## What to do
When you copy the entries, omit the images and keep every word as it is.

[Saved entries]
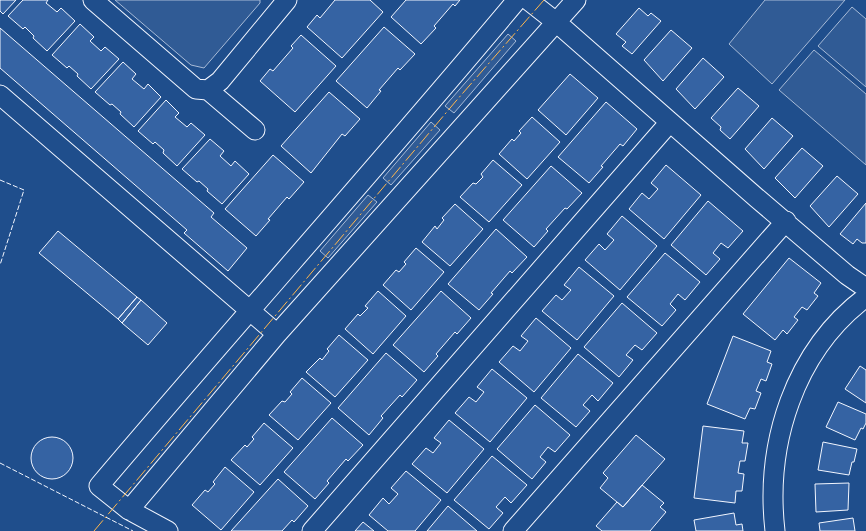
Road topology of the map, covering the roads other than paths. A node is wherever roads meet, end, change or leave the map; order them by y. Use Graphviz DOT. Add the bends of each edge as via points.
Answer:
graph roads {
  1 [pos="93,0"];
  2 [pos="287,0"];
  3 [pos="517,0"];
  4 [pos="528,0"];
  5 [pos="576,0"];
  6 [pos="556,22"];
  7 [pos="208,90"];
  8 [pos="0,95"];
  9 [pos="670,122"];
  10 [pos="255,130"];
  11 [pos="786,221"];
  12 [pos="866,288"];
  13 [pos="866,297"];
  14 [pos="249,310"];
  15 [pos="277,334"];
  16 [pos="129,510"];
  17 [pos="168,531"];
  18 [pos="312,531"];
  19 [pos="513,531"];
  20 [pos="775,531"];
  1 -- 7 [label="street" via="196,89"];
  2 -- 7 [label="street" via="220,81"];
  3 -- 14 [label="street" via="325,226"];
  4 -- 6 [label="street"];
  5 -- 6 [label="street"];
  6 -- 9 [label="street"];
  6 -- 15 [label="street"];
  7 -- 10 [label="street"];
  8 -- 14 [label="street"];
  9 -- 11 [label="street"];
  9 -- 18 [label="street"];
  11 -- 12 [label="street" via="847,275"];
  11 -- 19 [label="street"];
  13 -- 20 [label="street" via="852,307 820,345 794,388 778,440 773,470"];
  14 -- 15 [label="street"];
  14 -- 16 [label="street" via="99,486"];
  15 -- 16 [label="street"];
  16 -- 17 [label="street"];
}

## Response to this task
Road topology of the map, covering the roads other than paths. A node is wherever roads meet, end, change or leave the map; order them by y. Use Graphviz DOT. Add the bends of each edge as via points.
Answer:
graph roads {
  1 [pos="93,0"];
  2 [pos="287,0"];
  3 [pos="517,0"];
  4 [pos="528,0"];
  5 [pos="576,0"];
  6 [pos="556,22"];
  7 [pos="208,90"];
  8 [pos="0,95"];
  9 [pos="670,122"];
  10 [pos="255,130"];
  11 [pos="786,221"];
  12 [pos="866,288"];
  13 [pos="866,297"];
  14 [pos="249,310"];
  15 [pos="277,334"];
  16 [pos="129,510"];
  17 [pos="168,531"];
  18 [pos="312,531"];
  19 [pos="513,531"];
  20 [pos="775,531"];
  1 -- 7 [label="street" via="196,89"];
  2 -- 7 [label="street" via="220,81"];
  3 -- 14 [label="street" via="325,226"];
  4 -- 6 [label="street"];
  5 -- 6 [label="street"];
  6 -- 9 [label="street"];
  6 -- 15 [label="street"];
  7 -- 10 [label="street"];
  8 -- 14 [label="street"];
  9 -- 11 [label="street"];
  9 -- 18 [label="street"];
  11 -- 12 [label="street" via="847,275"];
  11 -- 19 [label="street"];
  13 -- 20 [label="street" via="852,307 820,345 794,388 778,440 773,470"];
  14 -- 15 [label="street"];
  14 -- 16 [label="street" via="99,486"];
  15 -- 16 [label="street"];
  16 -- 17 [label="street"];
}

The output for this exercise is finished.